▶ **What to produce**
Repeat the records below line by line, exactly, finishing on the line that contains "I need the junctions".

[Collected data entries]
:::

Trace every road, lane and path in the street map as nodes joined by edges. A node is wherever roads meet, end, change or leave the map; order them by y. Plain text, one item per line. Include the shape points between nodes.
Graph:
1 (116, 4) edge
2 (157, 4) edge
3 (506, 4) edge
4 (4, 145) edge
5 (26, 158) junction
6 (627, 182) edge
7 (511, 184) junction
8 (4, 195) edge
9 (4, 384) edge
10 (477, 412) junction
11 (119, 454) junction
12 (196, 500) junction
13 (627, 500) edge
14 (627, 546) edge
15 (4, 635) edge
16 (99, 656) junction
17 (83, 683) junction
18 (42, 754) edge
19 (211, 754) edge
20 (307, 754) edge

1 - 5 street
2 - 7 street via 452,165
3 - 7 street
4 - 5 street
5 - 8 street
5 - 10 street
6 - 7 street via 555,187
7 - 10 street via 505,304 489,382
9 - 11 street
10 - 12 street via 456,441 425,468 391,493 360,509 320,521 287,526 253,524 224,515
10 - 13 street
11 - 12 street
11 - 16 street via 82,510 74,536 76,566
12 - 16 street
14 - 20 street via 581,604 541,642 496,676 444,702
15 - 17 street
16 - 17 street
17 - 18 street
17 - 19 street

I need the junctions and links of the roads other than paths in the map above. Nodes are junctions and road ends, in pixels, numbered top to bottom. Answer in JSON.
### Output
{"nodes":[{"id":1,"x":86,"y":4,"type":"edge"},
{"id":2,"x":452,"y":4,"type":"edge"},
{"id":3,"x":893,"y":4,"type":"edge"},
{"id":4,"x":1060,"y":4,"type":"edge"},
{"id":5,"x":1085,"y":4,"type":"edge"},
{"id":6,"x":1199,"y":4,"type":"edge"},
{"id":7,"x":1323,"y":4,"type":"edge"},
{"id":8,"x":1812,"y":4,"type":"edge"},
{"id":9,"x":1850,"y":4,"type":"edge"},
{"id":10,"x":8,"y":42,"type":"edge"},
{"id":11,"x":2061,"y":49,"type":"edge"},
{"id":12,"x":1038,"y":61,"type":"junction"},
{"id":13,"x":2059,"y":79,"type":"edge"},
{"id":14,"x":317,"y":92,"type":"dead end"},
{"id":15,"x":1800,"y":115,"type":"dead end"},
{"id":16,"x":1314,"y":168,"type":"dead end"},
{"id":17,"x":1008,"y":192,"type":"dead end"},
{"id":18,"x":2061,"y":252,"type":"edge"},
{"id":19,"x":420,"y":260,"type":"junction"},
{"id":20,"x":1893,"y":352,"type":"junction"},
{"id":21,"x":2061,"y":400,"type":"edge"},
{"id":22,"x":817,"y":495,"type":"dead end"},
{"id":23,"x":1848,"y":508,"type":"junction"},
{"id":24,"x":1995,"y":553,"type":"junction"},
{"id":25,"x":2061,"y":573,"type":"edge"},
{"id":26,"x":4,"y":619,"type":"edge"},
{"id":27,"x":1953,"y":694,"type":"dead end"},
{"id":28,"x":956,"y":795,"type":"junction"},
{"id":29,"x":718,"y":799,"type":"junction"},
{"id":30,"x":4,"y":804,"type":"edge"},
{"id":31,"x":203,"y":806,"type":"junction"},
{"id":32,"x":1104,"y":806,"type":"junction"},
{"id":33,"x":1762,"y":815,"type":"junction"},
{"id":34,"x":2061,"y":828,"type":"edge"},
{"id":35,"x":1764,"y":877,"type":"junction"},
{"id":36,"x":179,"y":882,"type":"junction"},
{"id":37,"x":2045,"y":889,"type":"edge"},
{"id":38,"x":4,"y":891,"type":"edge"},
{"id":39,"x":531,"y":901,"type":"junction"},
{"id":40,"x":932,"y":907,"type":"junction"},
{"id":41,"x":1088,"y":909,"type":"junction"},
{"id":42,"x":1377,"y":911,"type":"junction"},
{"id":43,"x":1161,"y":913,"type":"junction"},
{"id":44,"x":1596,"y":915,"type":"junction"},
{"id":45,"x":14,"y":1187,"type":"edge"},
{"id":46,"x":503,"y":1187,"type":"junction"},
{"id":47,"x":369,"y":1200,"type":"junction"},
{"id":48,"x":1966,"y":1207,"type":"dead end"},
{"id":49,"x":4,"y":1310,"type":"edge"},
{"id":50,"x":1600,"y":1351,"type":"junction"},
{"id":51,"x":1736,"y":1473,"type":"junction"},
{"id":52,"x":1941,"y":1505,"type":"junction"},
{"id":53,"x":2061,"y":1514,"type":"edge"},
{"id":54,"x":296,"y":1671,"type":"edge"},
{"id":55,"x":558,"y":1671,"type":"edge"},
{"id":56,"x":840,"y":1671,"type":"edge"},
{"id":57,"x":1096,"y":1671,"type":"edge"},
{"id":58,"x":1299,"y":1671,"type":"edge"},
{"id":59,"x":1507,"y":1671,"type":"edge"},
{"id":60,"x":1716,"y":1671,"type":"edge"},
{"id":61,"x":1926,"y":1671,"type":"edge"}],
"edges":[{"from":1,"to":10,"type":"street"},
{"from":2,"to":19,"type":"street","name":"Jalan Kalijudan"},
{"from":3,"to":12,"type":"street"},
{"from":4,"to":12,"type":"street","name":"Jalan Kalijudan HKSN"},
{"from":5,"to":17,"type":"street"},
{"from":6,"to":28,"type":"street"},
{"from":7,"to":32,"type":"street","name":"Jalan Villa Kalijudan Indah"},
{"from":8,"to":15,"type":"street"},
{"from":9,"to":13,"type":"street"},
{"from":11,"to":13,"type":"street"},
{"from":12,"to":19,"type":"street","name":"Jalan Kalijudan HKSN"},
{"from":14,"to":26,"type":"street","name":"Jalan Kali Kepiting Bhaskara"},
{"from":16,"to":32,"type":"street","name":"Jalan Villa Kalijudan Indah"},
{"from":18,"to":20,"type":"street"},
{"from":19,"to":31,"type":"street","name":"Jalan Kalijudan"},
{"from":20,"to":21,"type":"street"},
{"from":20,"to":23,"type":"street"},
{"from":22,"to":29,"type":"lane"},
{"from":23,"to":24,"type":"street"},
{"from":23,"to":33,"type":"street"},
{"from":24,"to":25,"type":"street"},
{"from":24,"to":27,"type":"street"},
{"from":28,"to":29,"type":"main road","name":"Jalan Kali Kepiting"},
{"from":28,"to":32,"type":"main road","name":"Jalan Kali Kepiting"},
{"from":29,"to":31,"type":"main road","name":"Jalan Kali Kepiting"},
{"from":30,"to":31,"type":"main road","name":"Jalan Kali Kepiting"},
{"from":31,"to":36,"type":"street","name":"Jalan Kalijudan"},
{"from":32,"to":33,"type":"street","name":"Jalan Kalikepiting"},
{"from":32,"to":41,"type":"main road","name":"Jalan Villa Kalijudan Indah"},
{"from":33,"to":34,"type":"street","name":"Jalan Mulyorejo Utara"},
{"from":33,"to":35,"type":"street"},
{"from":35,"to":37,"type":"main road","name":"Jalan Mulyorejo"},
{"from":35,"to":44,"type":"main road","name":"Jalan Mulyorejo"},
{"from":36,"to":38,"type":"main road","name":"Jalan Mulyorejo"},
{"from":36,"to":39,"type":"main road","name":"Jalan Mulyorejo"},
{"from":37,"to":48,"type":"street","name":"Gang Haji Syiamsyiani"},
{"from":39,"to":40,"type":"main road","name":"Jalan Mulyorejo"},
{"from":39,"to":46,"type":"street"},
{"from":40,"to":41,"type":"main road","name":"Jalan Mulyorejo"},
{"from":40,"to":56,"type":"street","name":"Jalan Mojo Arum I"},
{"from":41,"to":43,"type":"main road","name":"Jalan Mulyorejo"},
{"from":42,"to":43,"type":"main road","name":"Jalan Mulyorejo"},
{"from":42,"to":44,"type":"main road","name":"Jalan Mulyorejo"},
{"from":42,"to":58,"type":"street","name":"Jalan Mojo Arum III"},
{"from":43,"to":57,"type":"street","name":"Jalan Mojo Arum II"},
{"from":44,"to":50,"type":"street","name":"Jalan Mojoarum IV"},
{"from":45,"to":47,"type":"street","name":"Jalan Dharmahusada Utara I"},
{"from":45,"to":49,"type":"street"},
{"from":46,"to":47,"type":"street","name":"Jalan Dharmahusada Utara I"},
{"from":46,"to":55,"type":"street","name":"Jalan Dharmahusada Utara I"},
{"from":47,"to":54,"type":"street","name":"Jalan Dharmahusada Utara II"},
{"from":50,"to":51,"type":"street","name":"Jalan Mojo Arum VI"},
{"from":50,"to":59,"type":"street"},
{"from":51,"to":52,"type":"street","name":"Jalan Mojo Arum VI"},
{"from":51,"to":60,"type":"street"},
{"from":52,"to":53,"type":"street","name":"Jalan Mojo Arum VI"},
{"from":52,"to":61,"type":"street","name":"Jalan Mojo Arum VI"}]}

:::

▶ **Response box**
Trace every road, lane and path in the street map as nodes joined by edges. A node is wherever roads meet, end, change or leave the map; order them by y. Plain text, one item per line. Include the shape points between nodes.
Graph:
1 (116, 4) edge
2 (157, 4) edge
3 (506, 4) edge
4 (4, 145) edge
5 (26, 158) junction
6 (627, 182) edge
7 (511, 184) junction
8 (4, 195) edge
9 (4, 384) edge
10 (477, 412) junction
11 (119, 454) junction
12 (196, 500) junction
13 (627, 500) edge
14 (627, 546) edge
15 (4, 635) edge
16 (99, 656) junction
17 (83, 683) junction
18 (42, 754) edge
19 (211, 754) edge
20 (307, 754) edge

1 - 5 street
2 - 7 street via 452,165
3 - 7 street
4 - 5 street
5 - 8 street
5 - 10 street
6 - 7 street via 555,187
7 - 10 street via 505,304 489,382
9 - 11 street
10 - 12 street via 456,441 425,468 391,493 360,509 320,521 287,526 253,524 224,515
10 - 13 street
11 - 12 street
11 - 16 street via 82,510 74,536 76,566
12 - 16 street
14 - 20 street via 581,604 541,642 496,676 444,702
15 - 17 street
16 - 17 street
17 - 18 street
17 - 19 street

I need the junctions and links of the roads other than paths in the map above. Nodes are junctions and road ends, in pixels, numbered top to bottom. Answer in JSON.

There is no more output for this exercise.